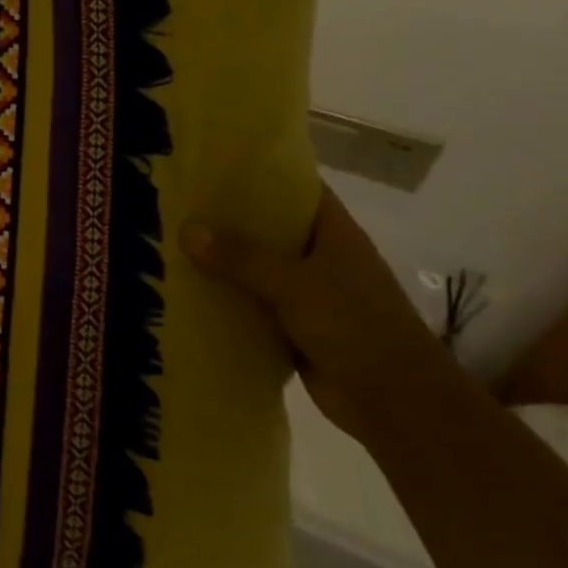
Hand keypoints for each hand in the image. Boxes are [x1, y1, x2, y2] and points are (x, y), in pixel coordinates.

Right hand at [179, 187, 442, 435]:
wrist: (396, 403)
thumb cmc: (356, 327)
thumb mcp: (295, 284)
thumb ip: (241, 257)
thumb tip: (186, 229)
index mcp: (335, 234)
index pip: (297, 189)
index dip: (261, 173)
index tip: (214, 164)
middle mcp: (322, 258)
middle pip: (270, 228)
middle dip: (229, 217)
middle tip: (178, 202)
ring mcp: (310, 295)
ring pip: (258, 268)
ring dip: (223, 261)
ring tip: (172, 242)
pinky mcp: (295, 328)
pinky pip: (253, 304)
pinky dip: (227, 299)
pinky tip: (188, 291)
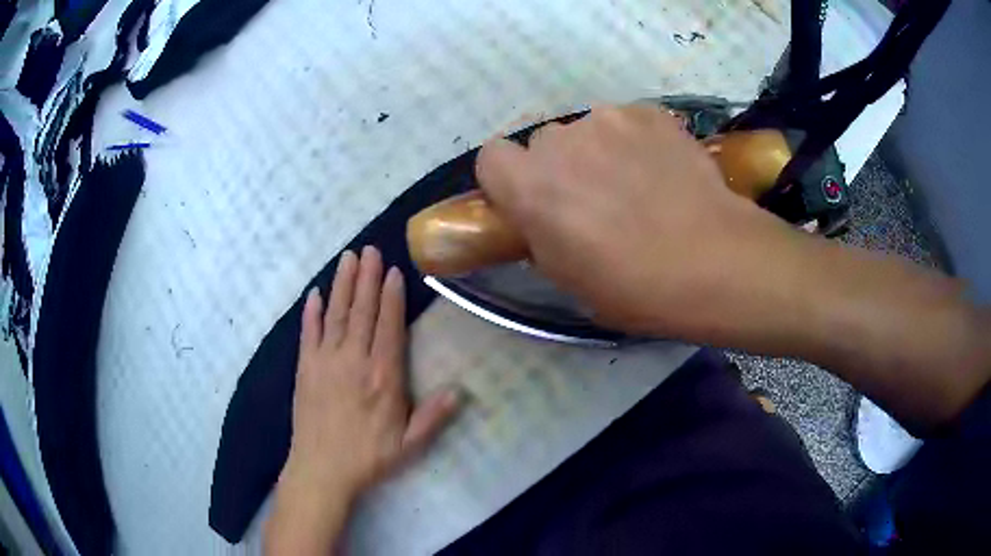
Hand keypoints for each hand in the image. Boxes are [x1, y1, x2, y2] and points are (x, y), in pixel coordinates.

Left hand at [266, 246, 458, 554]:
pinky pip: (308, 333)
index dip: (391, 296)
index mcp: (383, 377)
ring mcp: (325, 361)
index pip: (388, 326)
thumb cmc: (369, 457)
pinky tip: (315, 294)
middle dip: (367, 278)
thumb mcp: (409, 444)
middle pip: (362, 311)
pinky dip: (311, 312)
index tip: (393, 270)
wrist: (322, 469)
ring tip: (348, 258)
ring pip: (336, 314)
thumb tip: (459, 391)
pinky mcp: (304, 368)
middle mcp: (354, 360)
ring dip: (342, 284)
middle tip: (371, 249)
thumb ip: (433, 416)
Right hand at [476, 104, 799, 339]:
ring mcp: (609, 119)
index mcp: (531, 186)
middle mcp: (561, 141)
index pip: (490, 157)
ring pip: (588, 130)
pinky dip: (636, 141)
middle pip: (543, 143)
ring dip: (599, 152)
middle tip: (594, 199)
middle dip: (560, 166)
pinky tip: (663, 171)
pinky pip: (627, 122)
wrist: (714, 261)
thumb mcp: (567, 278)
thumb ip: (540, 236)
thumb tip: (542, 218)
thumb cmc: (634, 286)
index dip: (508, 178)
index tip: (532, 199)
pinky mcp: (650, 113)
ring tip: (638, 185)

━━━

▸ Requirement:
Leaving every image behind, repeat the data in full and exactly.

▸ Exercise response:
Hand keypoints for each hand in the image. Boxes are [x1, y1, x2, y2] and points are (x, y), in pixel coordinates.

Right hand at [179, 187, 442, 435]:
wrist: (396, 403)
thumb cmc: (356, 327)
thumb mcp: (295, 284)
thumb ip: (241, 257)
thumb tip: (186, 229)
index mcp: (335, 234)
index pip: (297, 189)
index dip: (261, 173)
index tip: (214, 164)
middle mcp: (322, 258)
middle pip: (270, 228)
middle dip: (229, 217)
middle tip: (178, 202)
ring mcp: (310, 295)
ring pip: (258, 268)
ring dip: (223, 261)
ring tip: (172, 242)
pinky mcp: (295, 328)
pinky pip: (253, 304)
pinky dip: (227, 299)
pinky tip: (188, 291)
Hand keypoints for each hand in the image. Boxes are [x1, y1, x2, y2] and points are (x, y), in pixel coordinates.

Left hand at [266, 246, 458, 554]:
pinky pip: (308, 333)
index dip: (391, 296)
index mcp: (383, 377)
ring mcp: (325, 361)
index pip: (388, 326)
thumb cmc: (369, 457)
pinky tip: (315, 294)
middle dip: (367, 278)
thumb mcp: (409, 444)
middle pip: (362, 311)
pinky dip: (311, 312)
index tip: (393, 270)
wrist: (322, 469)
ring tip: (348, 258)
ring pip: (336, 314)
thumb tip: (459, 391)
pinky mcp: (304, 368)
middle mcp: (354, 360)
ring dip: (342, 284)
middle tip: (371, 249)
thumb ip: (433, 416)
Right hand at [476, 104, 799, 339]:
ring mcp: (609, 119)
index mcp: (531, 186)
middle mcp: (561, 141)
index pip: (490, 157)
ring pip: (588, 130)
pinky dip: (636, 141)
middle pip: (543, 143)
ring dip: (599, 152)
middle tip: (594, 199)
middle dip: (560, 166)
pinky tip: (663, 171)
pinky pip: (627, 122)
wrist: (714, 261)
thumb mcp: (567, 278)
thumb ip: (540, 236)
thumb tip: (542, 218)
thumb cmc: (634, 286)
index dip: (508, 178)
index tip: (532, 199)
pinky mcp: (650, 113)
ring tip: (638, 185)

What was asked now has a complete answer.